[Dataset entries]
[Start of Attachment]
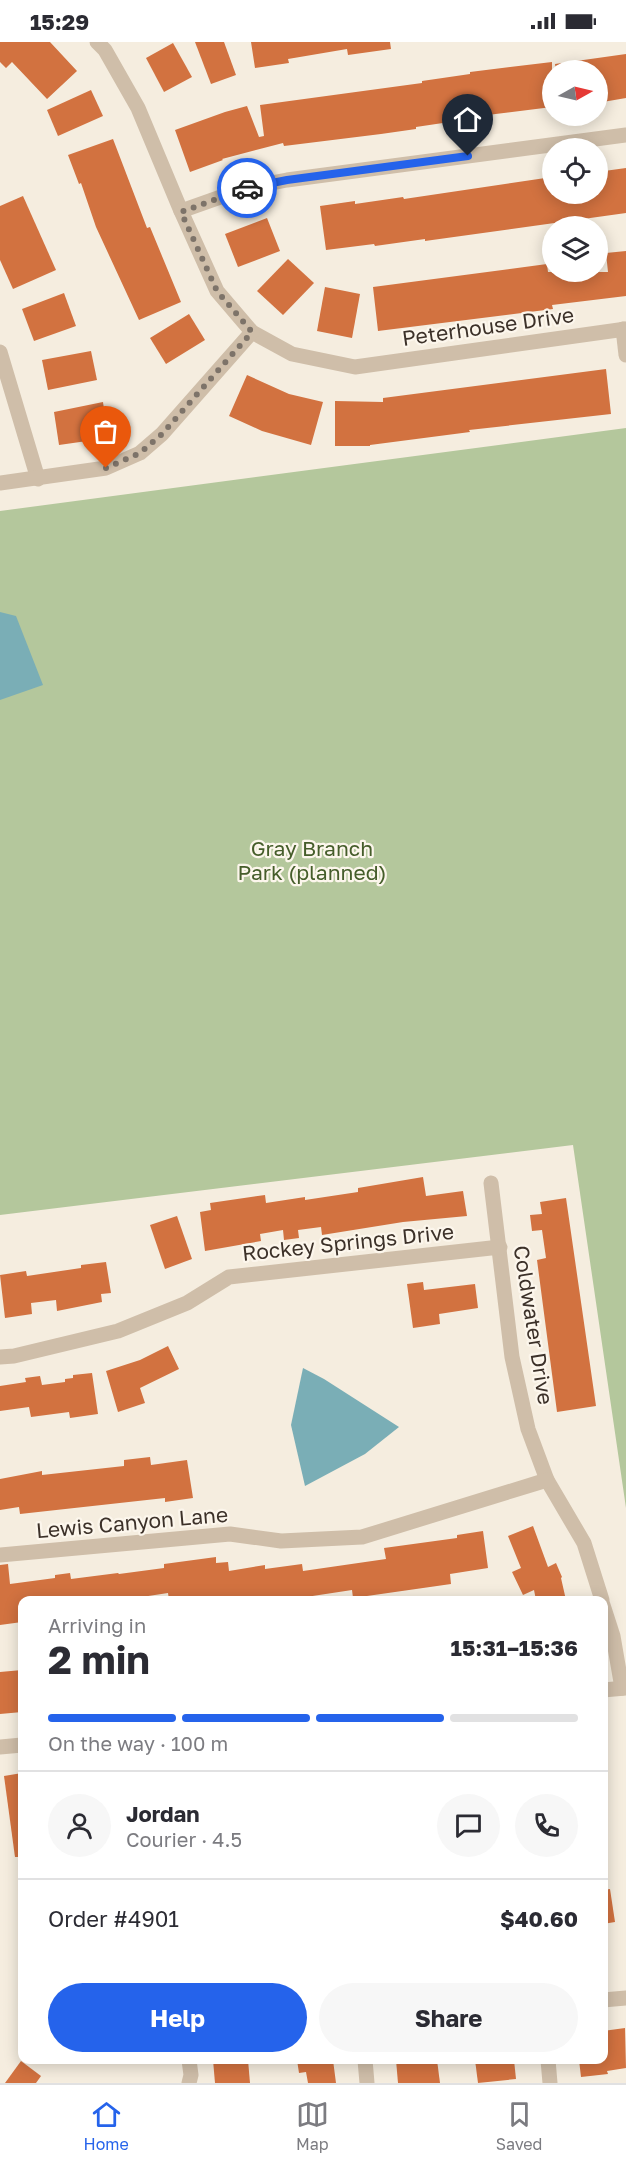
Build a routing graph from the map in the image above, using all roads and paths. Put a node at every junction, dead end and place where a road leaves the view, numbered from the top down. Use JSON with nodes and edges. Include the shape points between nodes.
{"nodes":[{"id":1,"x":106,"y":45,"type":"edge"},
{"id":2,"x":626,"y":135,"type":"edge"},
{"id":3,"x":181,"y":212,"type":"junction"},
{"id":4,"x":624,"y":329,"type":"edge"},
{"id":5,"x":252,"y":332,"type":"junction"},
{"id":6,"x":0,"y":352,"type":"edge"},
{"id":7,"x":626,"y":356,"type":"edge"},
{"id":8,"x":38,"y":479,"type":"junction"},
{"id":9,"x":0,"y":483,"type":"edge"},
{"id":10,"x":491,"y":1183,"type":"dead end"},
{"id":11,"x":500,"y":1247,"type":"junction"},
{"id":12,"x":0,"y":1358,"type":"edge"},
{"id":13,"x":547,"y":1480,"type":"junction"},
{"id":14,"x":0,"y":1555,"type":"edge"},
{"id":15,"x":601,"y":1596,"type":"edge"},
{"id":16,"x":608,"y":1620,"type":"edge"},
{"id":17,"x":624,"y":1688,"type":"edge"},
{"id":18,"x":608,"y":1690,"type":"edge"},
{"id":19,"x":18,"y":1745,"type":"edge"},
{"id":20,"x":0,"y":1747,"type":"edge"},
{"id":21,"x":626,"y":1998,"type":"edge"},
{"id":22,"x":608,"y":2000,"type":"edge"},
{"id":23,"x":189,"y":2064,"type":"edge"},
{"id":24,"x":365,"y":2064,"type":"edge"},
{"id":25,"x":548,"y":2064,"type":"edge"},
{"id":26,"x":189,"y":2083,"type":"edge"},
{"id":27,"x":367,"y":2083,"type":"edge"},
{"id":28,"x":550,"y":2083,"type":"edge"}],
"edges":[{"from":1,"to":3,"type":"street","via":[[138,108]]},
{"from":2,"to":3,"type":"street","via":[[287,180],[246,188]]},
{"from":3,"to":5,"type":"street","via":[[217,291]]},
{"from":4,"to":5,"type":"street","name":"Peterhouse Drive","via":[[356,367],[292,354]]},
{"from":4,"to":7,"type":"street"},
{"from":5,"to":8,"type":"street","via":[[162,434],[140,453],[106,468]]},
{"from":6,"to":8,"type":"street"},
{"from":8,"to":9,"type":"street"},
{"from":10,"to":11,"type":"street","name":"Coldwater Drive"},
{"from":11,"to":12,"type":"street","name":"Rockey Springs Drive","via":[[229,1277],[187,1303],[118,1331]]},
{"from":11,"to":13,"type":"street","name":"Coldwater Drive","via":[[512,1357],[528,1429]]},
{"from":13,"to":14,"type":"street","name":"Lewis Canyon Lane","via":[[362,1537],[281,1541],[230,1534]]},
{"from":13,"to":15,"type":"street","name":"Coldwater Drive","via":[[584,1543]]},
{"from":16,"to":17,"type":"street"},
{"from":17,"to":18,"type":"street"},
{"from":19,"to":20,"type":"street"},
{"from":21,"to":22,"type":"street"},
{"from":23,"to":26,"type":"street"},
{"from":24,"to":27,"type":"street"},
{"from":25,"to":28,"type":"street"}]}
[End of Attachment]
When you copy the records above, keep every word exact and drop the pictures.

▶ [EXERCISE RESPONSE]
Build a routing graph from the map in the image above, using all roads and paths. Put a node at every junction, dead end and place where a road leaves the view, numbered from the top down. Use JSON with nodes and edges. Include the shape points between nodes.
{"nodes":[{"id":1,"x":106,"y":45,"type":"edge"},
{"id":2,"x":626,"y":135,"type":"edge"},
{"id":3,"x":181,"y":212,"type":"junction"},
{"id":4,"x":624,"y":329,"type":"edge"},
{"id":5,"x":252,"y":332,"type":"junction"},
{"id":6,"x":0,"y":352,"type":"edge"},
{"id":7,"x":626,"y":356,"type":"edge"},
{"id":8,"x":38,"y":479,"type":"junction"},
{"id":9,"x":0,"y":483,"type":"edge"},
{"id":10,"x":491,"y":1183,"type":"dead end"},
{"id":11,"x":500,"y":1247,"type":"junction"},
{"id":12,"x":0,"y":1358,"type":"edge"},
{"id":13,"x":547,"y":1480,"type":"junction"},
{"id":14,"x":0,"y":1555,"type":"edge"},
{"id":15,"x":601,"y":1596,"type":"edge"},
{"id":16,"x":608,"y":1620,"type":"edge"},
{"id":17,"x":624,"y":1688,"type":"edge"},
{"id":18,"x":608,"y":1690,"type":"edge"},
{"id":19,"x":18,"y":1745,"type":"edge"},
{"id":20,"x":0,"y":1747,"type":"edge"},
{"id":21,"x":626,"y":1998,"type":"edge"},
{"id":22,"x":608,"y":2000,"type":"edge"},
{"id":23,"x":189,"y":2064,"type":"edge"},
{"id":24,"x":365,"y":2064,"type":"edge"},
{"id":25,"x":548,"y":2064,"type":"edge"},
{"id":26,"x":189,"y":2083,"type":"edge"},
{"id":27,"x":367,"y":2083,"type":"edge"},
{"id":28,"x":550,"y":2083,"type":"edge"}],
"edges":[{"from":1,"to":3,"type":"street","via":[[138,108]]},
{"from":2,"to":3,"type":"street","via":[[287,180],[246,188]]},
{"from":3,"to":5,"type":"street","via":[[217,291]]},
{"from":4,"to":5,"type":"street","name":"Peterhouse Drive","via":[[356,367],[292,354]]},
{"from":4,"to":7,"type":"street"},
{"from":5,"to":8,"type":"street","via":[[162,434],[140,453],[106,468]]},
{"from":6,"to":8,"type":"street"},
{"from":8,"to":9,"type":"street"},
{"from":10,"to":11,"type":"street","name":"Coldwater Drive"},
{"from":11,"to":12,"type":"street","name":"Rockey Springs Drive","via":[[229,1277],[187,1303],[118,1331]]},
{"from":11,"to":13,"type":"street","name":"Coldwater Drive","via":[[512,1357],[528,1429]]},
{"from":13,"to":14,"type":"street","name":"Lewis Canyon Lane","via":[[362,1537],[281,1541],[230,1534]]},
{"from":13,"to":15,"type":"street","name":"Coldwater Drive","via":[[584,1543]]},
{"from":16,"to":17,"type":"street"},
{"from":17,"to":18,"type":"street"},
{"from":19,"to":20,"type":"street"},
{"from":21,"to":22,"type":"street"},
{"from":23,"to":26,"type":"street"},
{"from":24,"to":27,"type":"street"},
{"from":25,"to":28,"type":"street"}]}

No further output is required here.